Yesterday the OpenGov Hub hosted a brutally honest and refreshing discussion around our collective propensity to invest in “zombie” technology projects — projects, tools, and apps that either rebuild the proverbial wheel or fail to solve an actual problem. But plenty of peole want to fund them, NGO and technology firms choose to build them, and these questionable choices spawn zombie portals, knowledge repositories, and app stores that no one actually uses.
Our presenters included digital strategist Jed Miller; Sunlight Labs ninja Jeremy Carbaugh; Blue State Digital’s Kody Starr; and Taoti Creative’s Sam Harper. I helped to moderate the discussion and kicked off with this slide deck; Jed’s is here as well for those interested (his is far superior).
There was no shortage of stories from the speakers or the attendees about sites that probably shouldn't have been built and the overall challenge of matching what creators think is needed with what communities could actually use.
Drawing on lessons from Blue State and his time on the White House petitions team, Kody said that no matter what your tech can do, you'll need to budget extra hours, great design and serious content planning to get beyond your launch day successfully. Jeremy described the evolution of the OpenCongress platform, its successes, its slowdowns, and the constant need for evolution to be useful and relevant.
Sam stressed the need to keep the big picture in mind in tool design—sometimes it takes a smart consultant to see how a dozen good decisions have combined to point an NGO in the wrong direction. Jed also noted that everyone needs to check their "incentives" before they make something new—donors, NGO boards, executives, managers and techies all have their versions of "autopilot" and unquestioned assumptions that deserve the "cleansing fire" of tough questions.

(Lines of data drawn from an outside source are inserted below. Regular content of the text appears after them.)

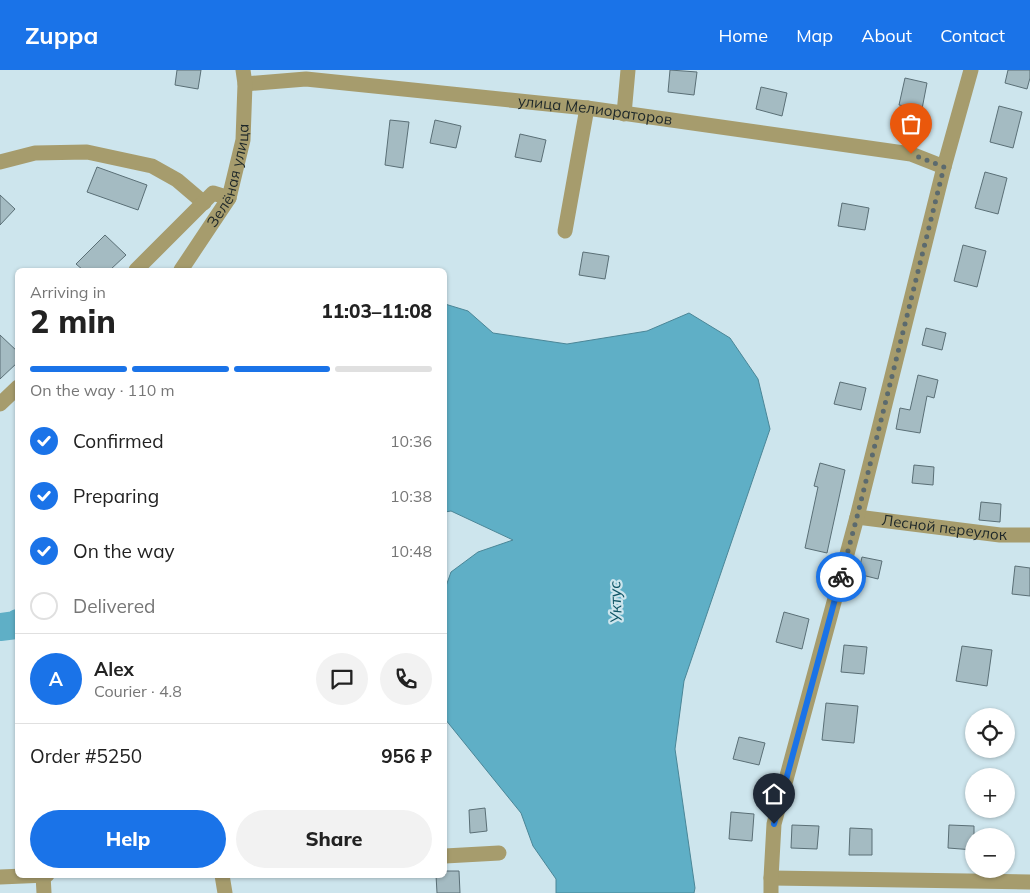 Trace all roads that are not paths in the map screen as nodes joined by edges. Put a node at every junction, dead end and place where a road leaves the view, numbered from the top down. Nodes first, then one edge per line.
1 (628, 70) edge
2 (971, 70) edge
3 (244, 77) edge
4 (586, 108) junction
5 (624, 114) junction
6 (0, 162) edge
7 (944, 167) junction
8 (229, 198) junction
9 (204, 203) junction
10 (565, 231) dead end
11 (138, 268) edge
12 (182, 268) edge
13 (15, 390) edge
14 (0, 404) edge
15 (857, 517) junction
16 (1030, 535) edge
17 (499, 853) dead end
18 (447, 856) edge
19 (15, 876) edge
20 (0, 877) edge
21 (45, 878) edge
22 (222, 878) edge
23 (1030, 882) edge
24 (771, 886) edge
25 (44, 893) edge
26 (225, 893) edge

1 - 5 street
2 - 7 street
3 - 4 street, улица Мелиораторов
3 - 8 street, Зелёная улица
4 - 5 street, улица Мелиораторов
4 - 10 street
5 - 7 street, улица Мелиораторов
6 - 9 street
7 - 15 street
8 - 9 street
8 - 12 street, Зелёная улица
9 - 11 street
13 - 14 street
15 - 16 street, Лесной переулок
15 - 24 street
17 - 18 street
19 - 20 street
21 - 25 street
22 - 26 street
23 - 24 street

Talking with the great mix of technologists and policy wonks in attendance, we reinforced some common sense ways of avoiding zombies:
- Do serious user research. Stop assuming you know what people need and actually talk to them. A lot. And well before you build anything or write an RFP for technology help.
- Stop assuming that “the public” or “citizens” or “researchers” are a target audience. They are not. Take the time to break down from the general and learn about actual audiences and users. Then feed what you heard into your design process and your expectations of actual uptake and usage.

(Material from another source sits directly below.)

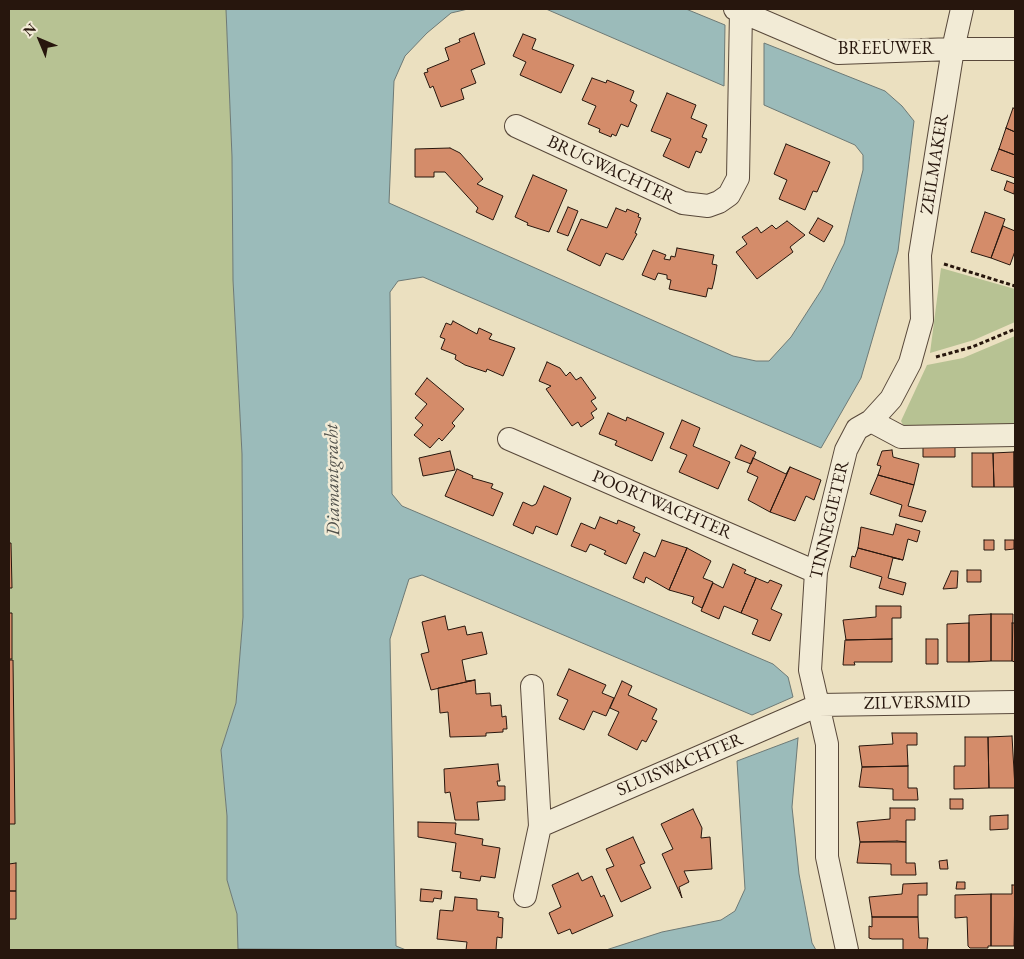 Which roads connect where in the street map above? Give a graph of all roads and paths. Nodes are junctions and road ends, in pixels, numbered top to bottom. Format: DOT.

- Don’t diminish the importance of intermediaries and infomediaries. We can’t ask my mother to do everything — be an educated voter, mobilize a constituency, read government budgets, call her representative, and advocate on behalf of “the public interest.” We have journalists, NGOs, and others who serve key roles in that chain. Remember that you may really be reaching out to that smaller, more critical group, and that sometimes makes sense and takes the burden off of non-specialists.
We very much appreciate the time that both the audience and the panelists took to have such an honest and genuine conversation about the mistakes that many of us (this author included!) have made in the past. If we’re lucky, we’ll see fewer zombies in the future. And we'll be ready.